1. HABERLER

  2. YORUM ANALİZ

  3. "Bu 'Kutuplaşma' Numaralarını Yutacak mısınız?"
"Bu 'Kutuplaşma' Numaralarını Yutacak mısınız?"

"Bu 'Kutuplaşma' Numaralarını Yutacak mısınız?"

Haşmet Babaoğlu, Sabah'ta kaleme aldığı bugünkü yazısında "80 yıl tek kutuplu bir ülkede yaşamanın sancısını çeken halk “kutuplaşma” üzerinden tedirginlik yaratma numarasını yer mi? Yemiyor." diyor.

22 Ekim 2015 Perşembe 13:47A+A-

Haşmet Babaoğlu - Bu Numaraları Yutacak mısınız? / Sabah

Bütün medyalarıyla...

Yalan üstüne yalan atarak...

Tehdit ederek...

Pişkince...

Ahlaksızca...

Ve alabildiğine şirret bir dille...

Halka saldırdılar...

2013'ten bu yana halkın bütün siyasal tercihlerini horladılar; bütün değerleriyle alay ettiler.

Sonra da insanların karşısına geçip “Ama olmaz ki, kutuplaştık!” demeye başladılar.

Bu kampanyayı sahaya süren iç ve dış odakların cibiliyetini bilenler için problem yoktu!

Kulağımızı tıkar geçerdik.

Olmadı dayanır, katlanır ve işimize gücümüze bakardık.

Nitekim öyle yaptık.

Ama işin bir başka tatsız yanı ortaya çıktı: Bazı muhafazakârlar bu şirret dilden ürktü, ürkütüldü. Endişeler birbirini izlemeye başladı: “Yoksa yanlış mı yapıyoruz; memleket elden mi gidiyor; daha fazla arıza çıkmadan bir uzlaşma yolu bulsak mı?”.

Siyasî kıpırdanmalar, kulisler, arkadan ittirmeler derken, üzerine 7 Haziran seçim sonuçları gelince...

Tablo tamamlandı, formül dile geldi...

Madem kutuplaştık, o hâlde uzlaşalım.

Madem gerildik, o hâlde gevşeyelim.

Peki nasıl?

Koalisyon yaparak...

Tamam, anlıyorum da beyazlarla aynı havaya giren esmerlere ne oluyor be kardeşim!

***

80 yıl tek kutuplu bir ülkede yaşamanın sancısını çeken halk “kutuplaşma” üzerinden tedirginlik yaratma numarasını yer mi? Yemiyor.

O yüzden seçmenin başını döndürüp ikna edecekleri başka deyimler, başka kavramlar arıyorlar.

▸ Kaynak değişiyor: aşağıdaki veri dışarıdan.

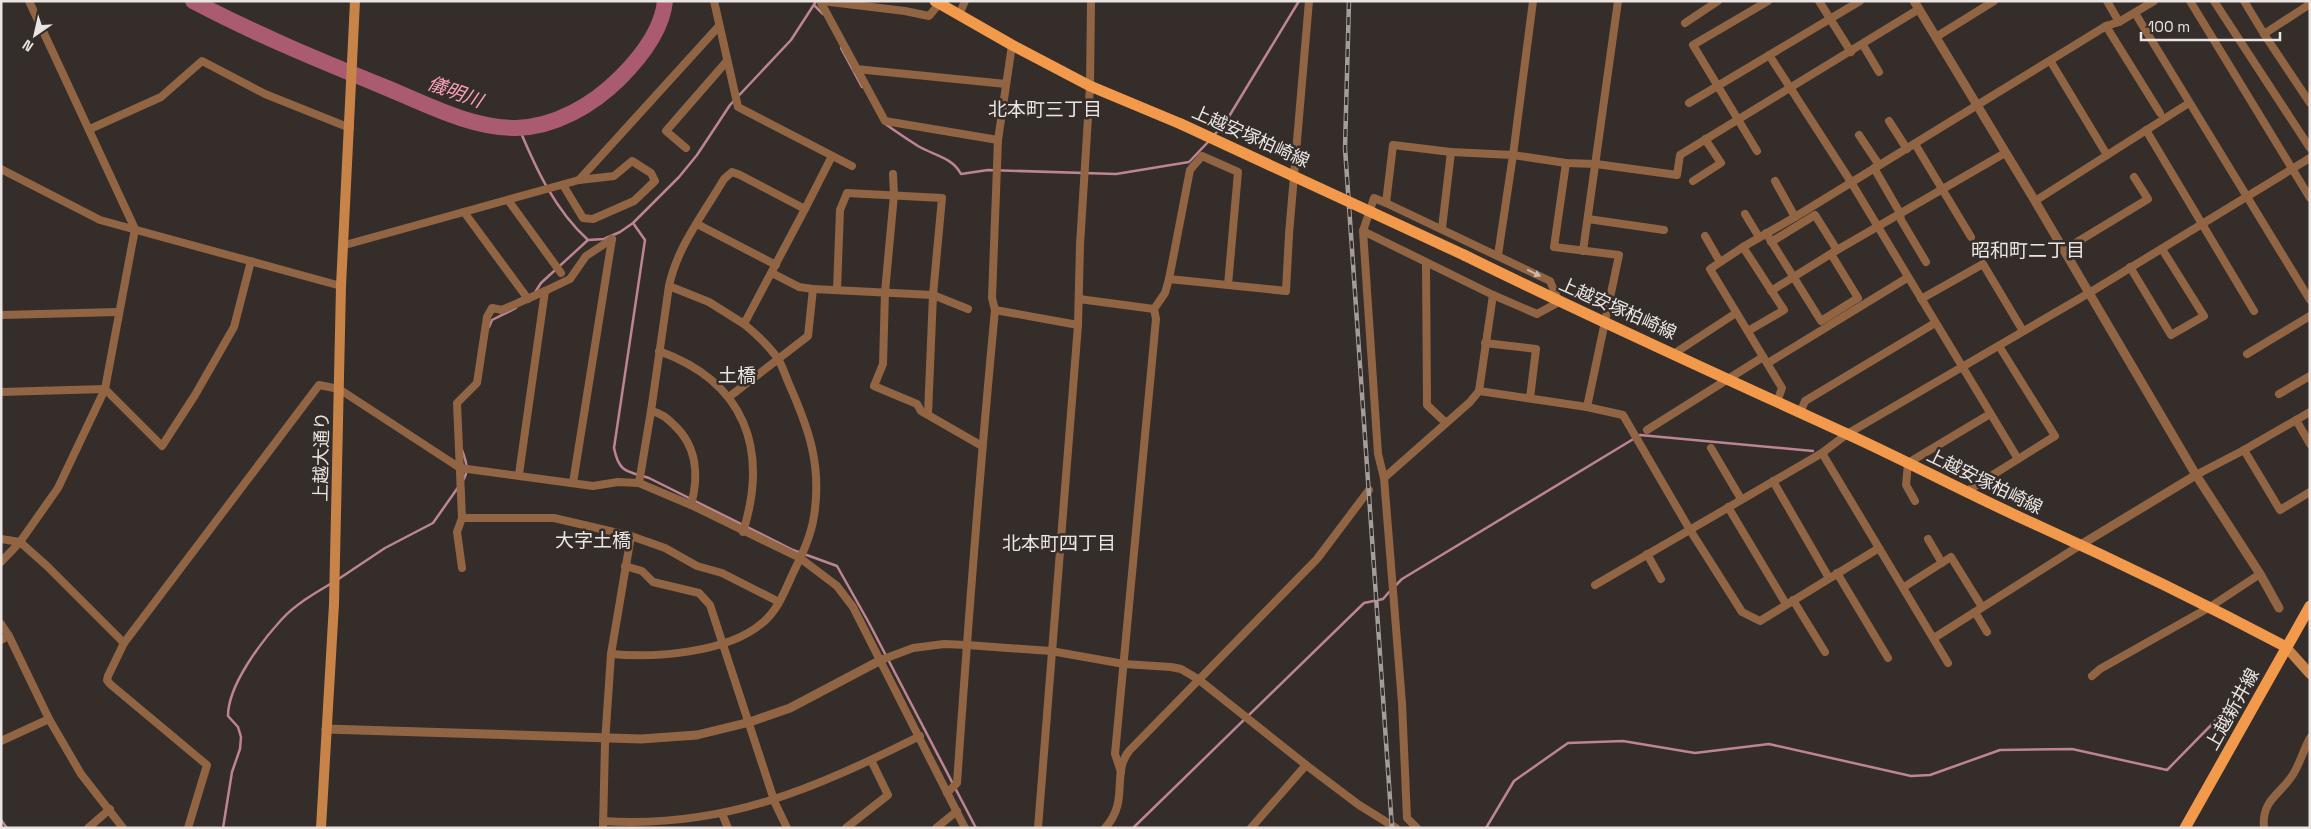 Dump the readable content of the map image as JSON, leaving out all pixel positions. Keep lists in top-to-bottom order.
{
  "streets": {
    "main road": ["上越安塚柏崎線", "上越大通り", "上越新井線"]
  },
  "crossings": [
    ["上越安塚柏崎線", "上越新井線"]
  ],
  "districts": [
    "北本町三丁目",
    "昭和町二丁目",
    "土橋",
    "大字土橋",
    "北本町四丁目"
  ],
  "water": ["儀明川"],
  "scale_bar": "100 m",
  "north": "bottom left"
} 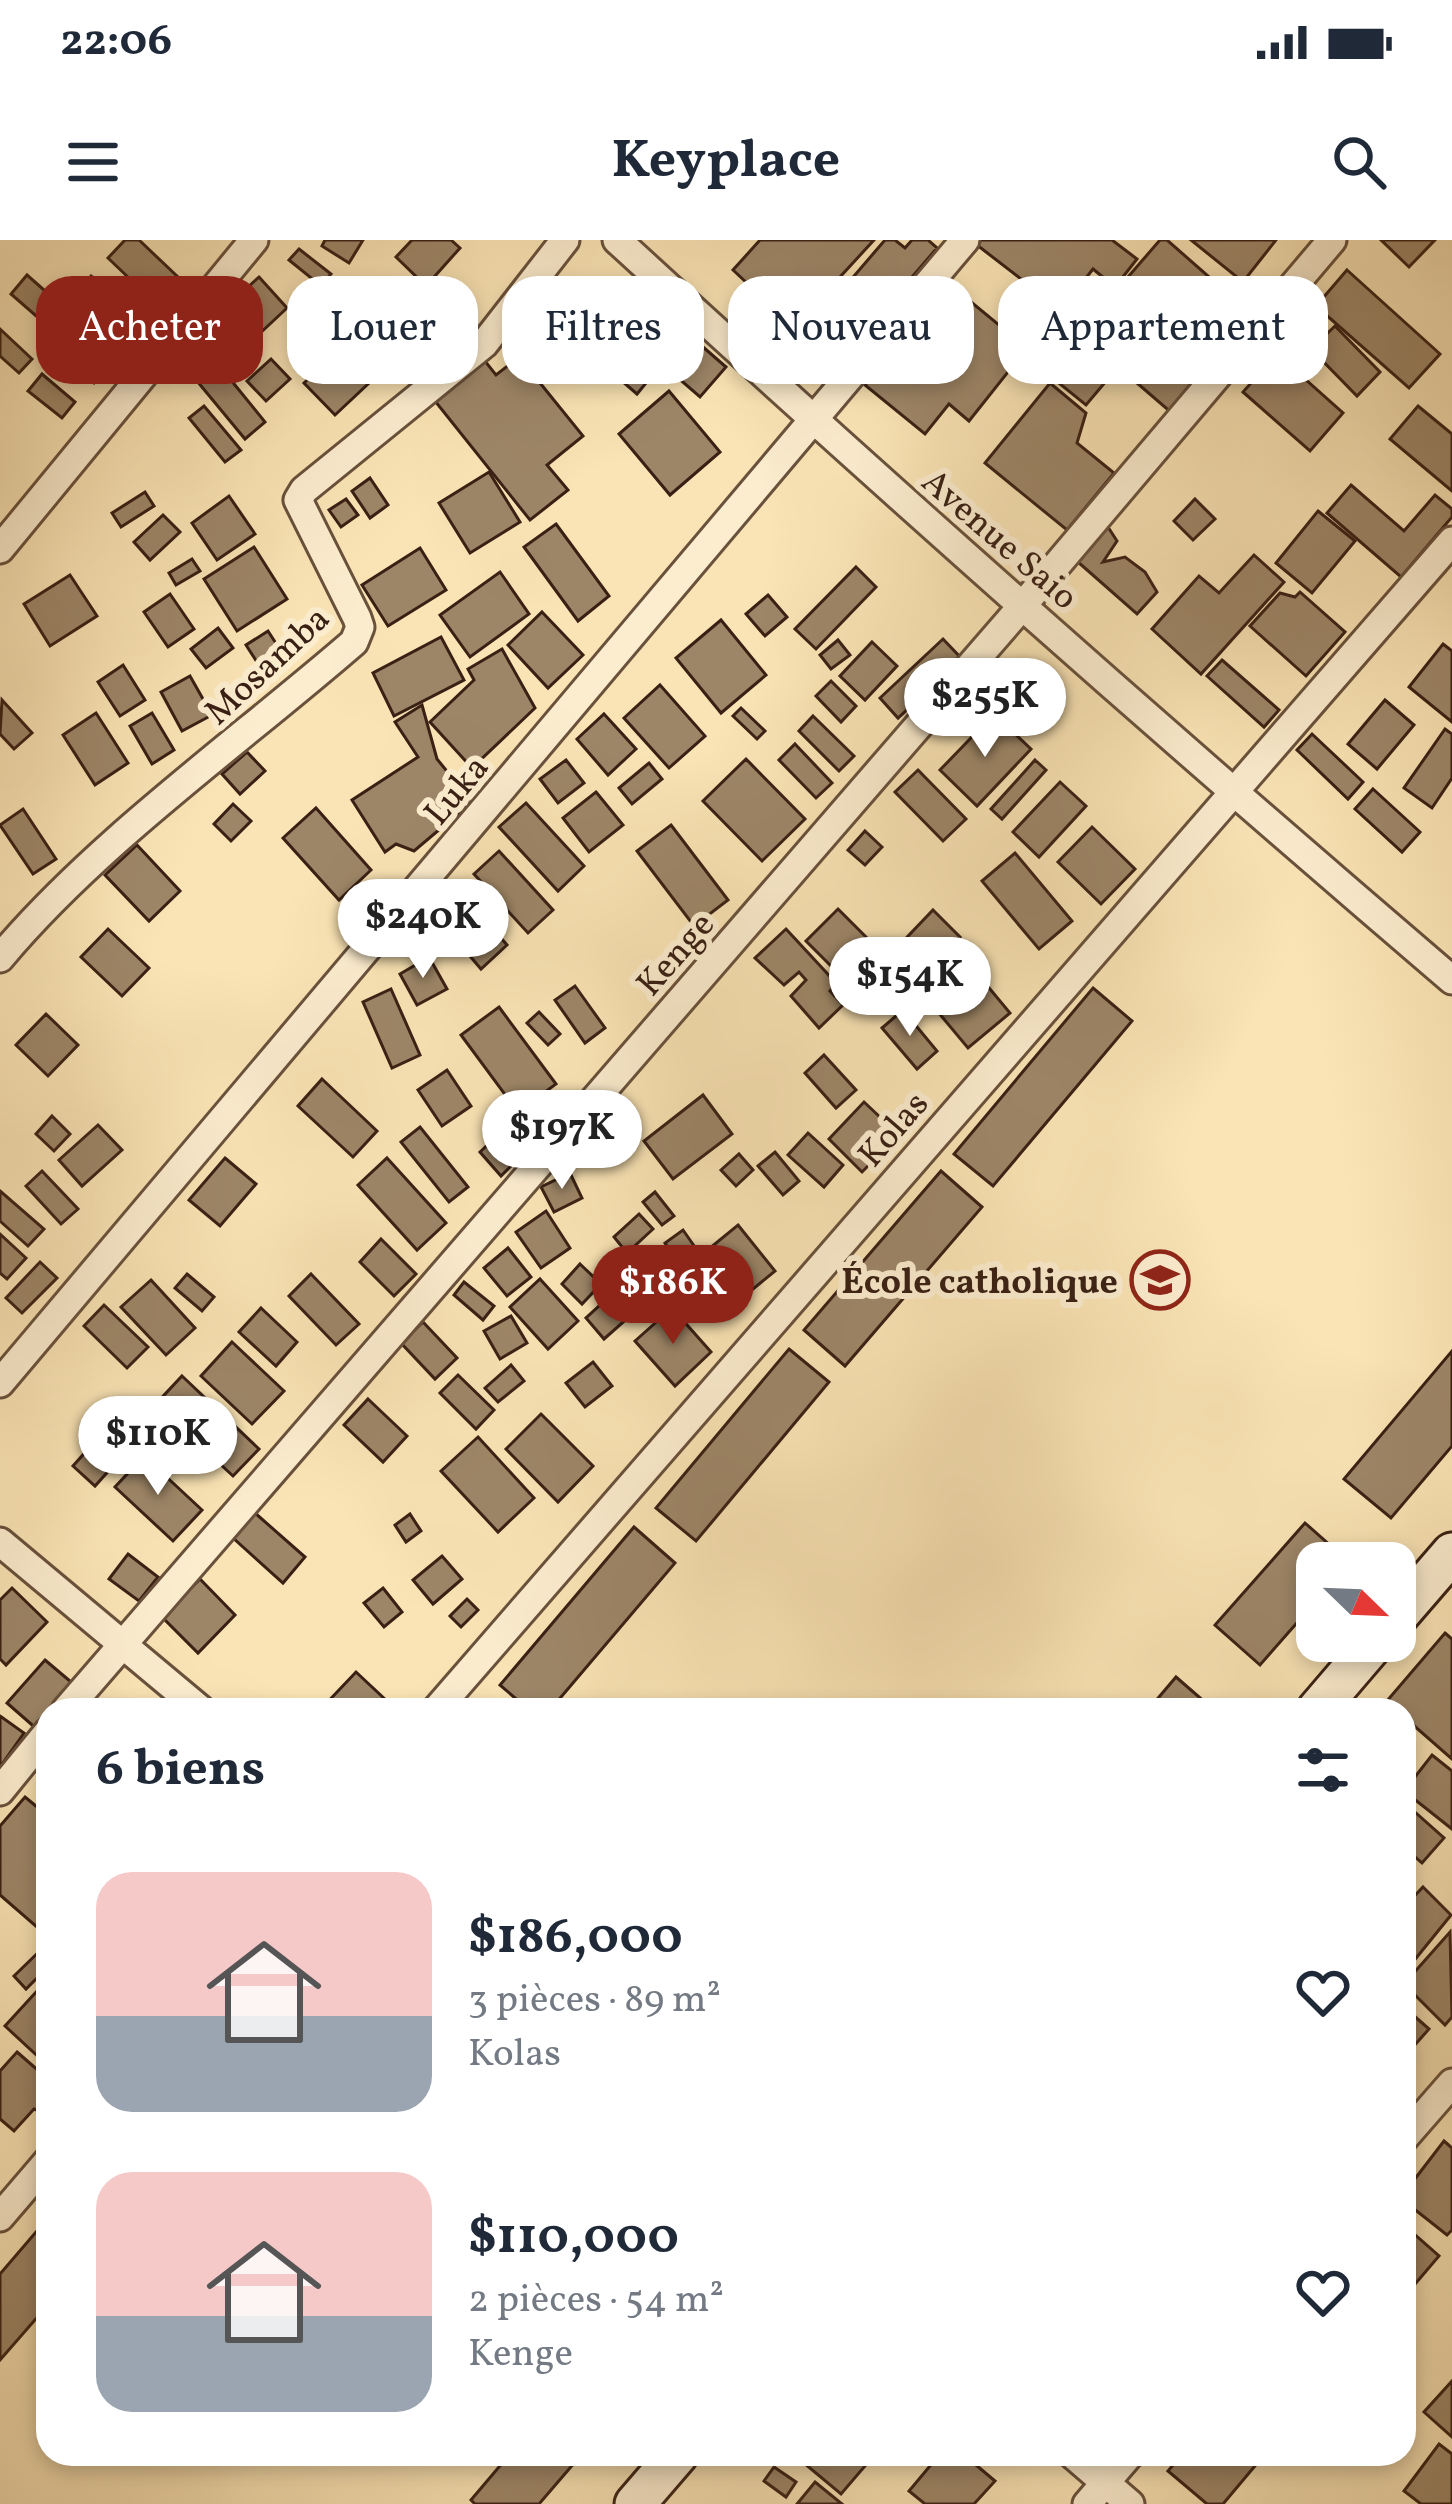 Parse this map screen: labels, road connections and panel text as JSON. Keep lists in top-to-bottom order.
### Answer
{
  "streets": {
    "street": [
      "Avenue Saio",
      "Mosamba",
      "Luka",
      "Kenge",
      "Kolas"
    ]
  },
  "crossings": [
    ["Avenue Saio", "Luka"],
    ["Avenue Saio", "Kenge"],
    ["Avenue Saio", "Kolas"]
  ],
  "places": {
    "school or university": ["École catholique"]
  },
  "north": "bottom right",
  "page": {
    "status": "22:06",
    "header": "Keyplace",
    "chip": [
      "Acheter",
      "Louer",
      "Filtres",
      "Nouveau",
      "Appartement"
    ],
    "price": [
      "$255K",
      "$240K",
      "$154K",
      "$197K",
      "$186K",
      "$110K"
    ],
    "heading": "6 biens",
    "list": [
      {
        "name": "$186,000",
        "note": "3 pièces · 89 m² · Kolas"
      },
      {
        "name": "$110,000",
        "note": "2 pièces · 54 m² · Kenge"
      }
    ]
  }
}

Nasıl profesör olabildikleri şayanı dikkat birtakım adamlar “türbülans” kavramını ittirmeye çalışıyor.

Biri yazmış dün...

Öyle bir türbülans yaşıyormuşuz ki, 1 Kasım seçimlerinden tek başına AK Parti iktidarı bile çıksa, mutlaka “uzlaşma”ya gidilmeliymiş!

Yani ülke öyle bir çalkantı, öyle bir boşluk, öyle bir fırtına hâli içindeymiş ki, “koalisyon” kaçınılmazmış.

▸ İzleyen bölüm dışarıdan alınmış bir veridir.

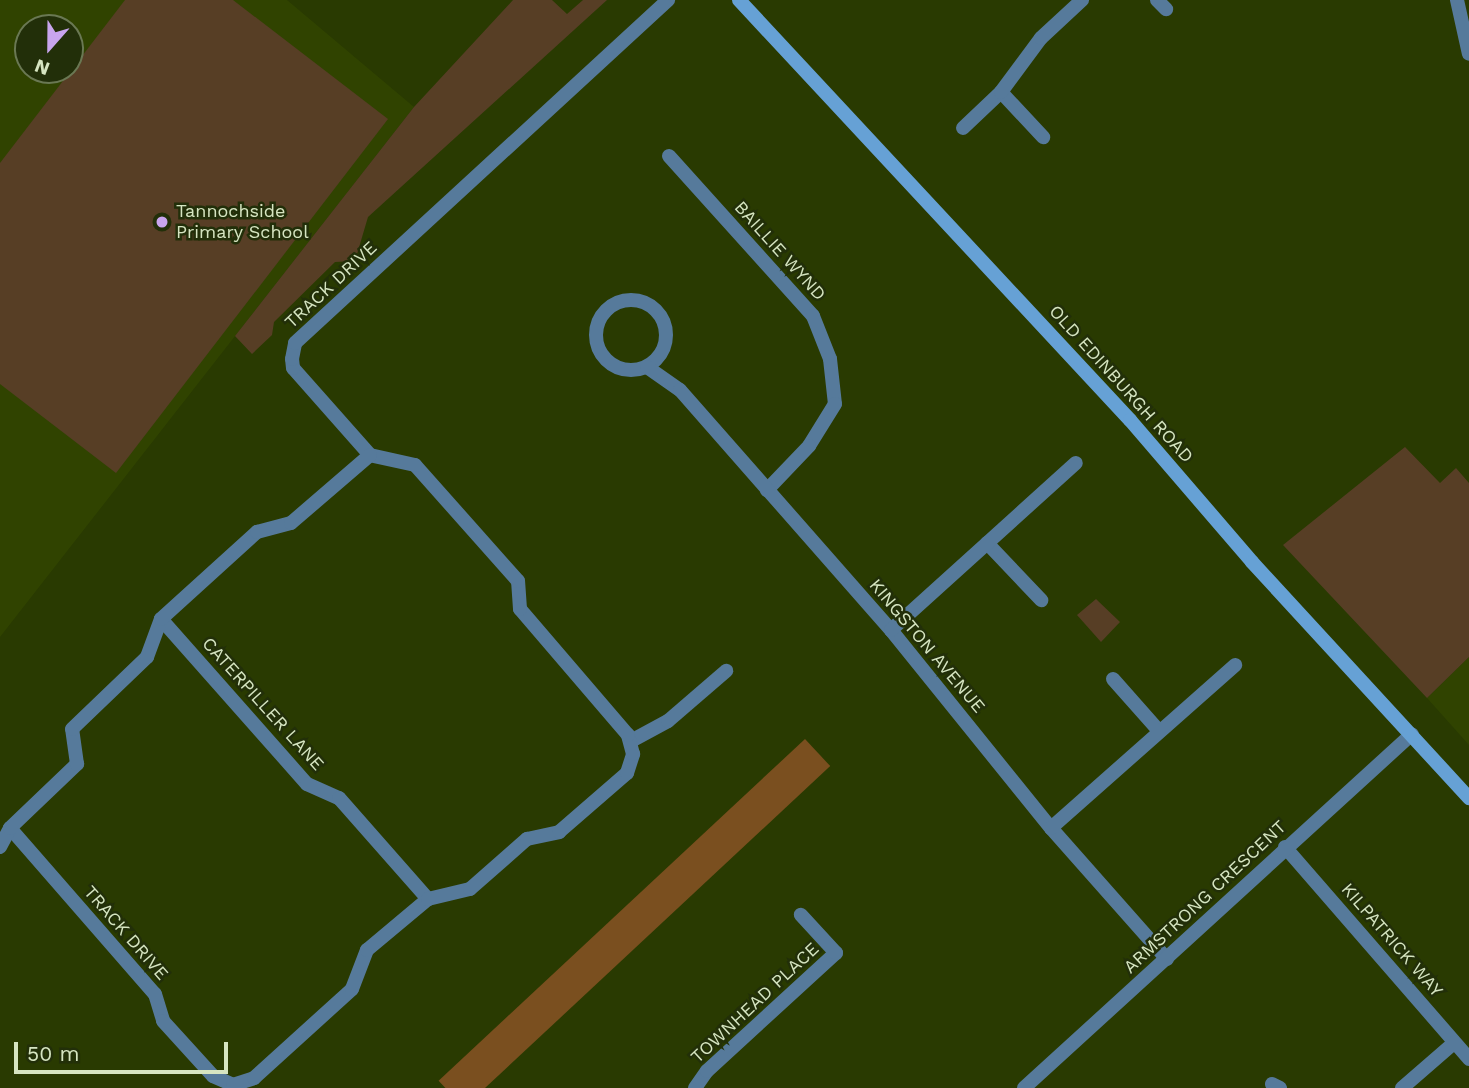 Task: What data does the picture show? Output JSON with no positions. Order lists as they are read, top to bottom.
{
  "streets": {
    "main road": ["OLD EDINBURGH ROAD"],
    "street": [
      "BAILLIE WYND",
      "TRACK DRIVE",
      "KINGSTON AVENUE",
      "CATERPILLER LANE",
      "ARMSTRONG CRESCENT",
      "KILPATRICK WAY",
      "TOWNHEAD PLACE"
    ]
  },
  "crossings": [
    ["BAILLIE WYND", "KINGSTON AVENUE"],
    ["TRACK DRIVE", "CATERPILLER LANE"],
    ["OLD EDINBURGH ROAD", "ARMSTRONG CRESCENT"],
    ["KINGSTON AVENUE", "ARMSTRONG CRESCENT"],
    ["ARMSTRONG CRESCENT", "KILPATRICK WAY"]
  ],
  "places": ["Tannochside Primary School"],
  "scale_bar": "50 m",
  "north": "bottom"
}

Ben demiyorum, sıfatını da o yazmış: “Büyük koalisyon!”.

Uyanığın numaralarına bak!

Yani diyor ki...

Ne oy alırsan al, yine de ABD'nin, Almanya'nın, Rusya'nın istediğini yap!

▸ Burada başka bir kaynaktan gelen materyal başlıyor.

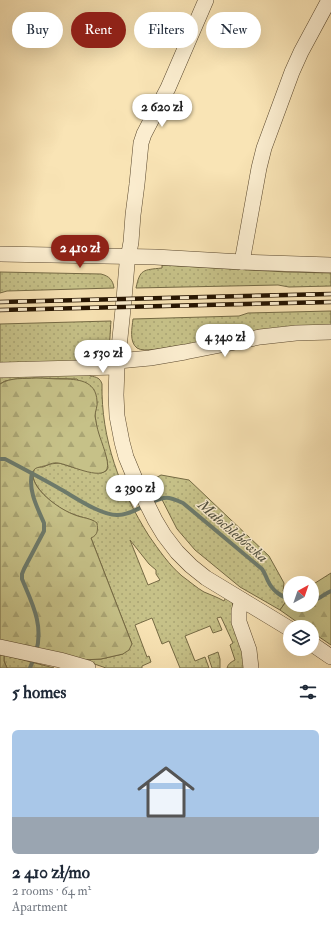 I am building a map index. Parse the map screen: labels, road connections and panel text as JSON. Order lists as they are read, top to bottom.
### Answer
{
  "water": ["Małochlebówka"],
  "north": "top right",
  "page": {
    "chip": [
      "Buy",
      "Rent",
      "Filters",
      "New"
    ],
    "price": [
      "2 620 zł",
      "2 410 zł",
      "4 340 zł",
      "2 530 zł",
      "2 390 zł"
    ],
    "heading": "5 homes",
    "list": [
      {
        "name": "2 410 zł/mo",
        "note": "2 rooms · 64 m² · Apartment"
      }
    ]
  }
}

Kaç milletvekilin olursa olsun, İsrail'i kucakla ve Esed'in ardından oluşacak yeni Suriye'de şebbihalara yer açılmasına izin ver!

Diyor ki...

İstanbul sermayesini okşa, ulusolcuları sev, paralelleri affet!

***

Söylenecek çok söz var bu konuda ama bekliyorum...

“Kutuplaşmanın iki tarafından bahseden” veya İsmail Küçükkaya'ya “Fay hatlarıyla oynamayalım.” dedirtmeyi marifet sanan dostların sarsılıp kendilerine gelmelerini bekliyorum.

Yine de uyarayım...

Bundan böyle çevremde “uzlaşma”, “kutuplaşma”, “türbülans”, “gerilimi azaltma” gibi laflar duyarsam...

İyi niyetli mi, değil mi, bakamayabilirim!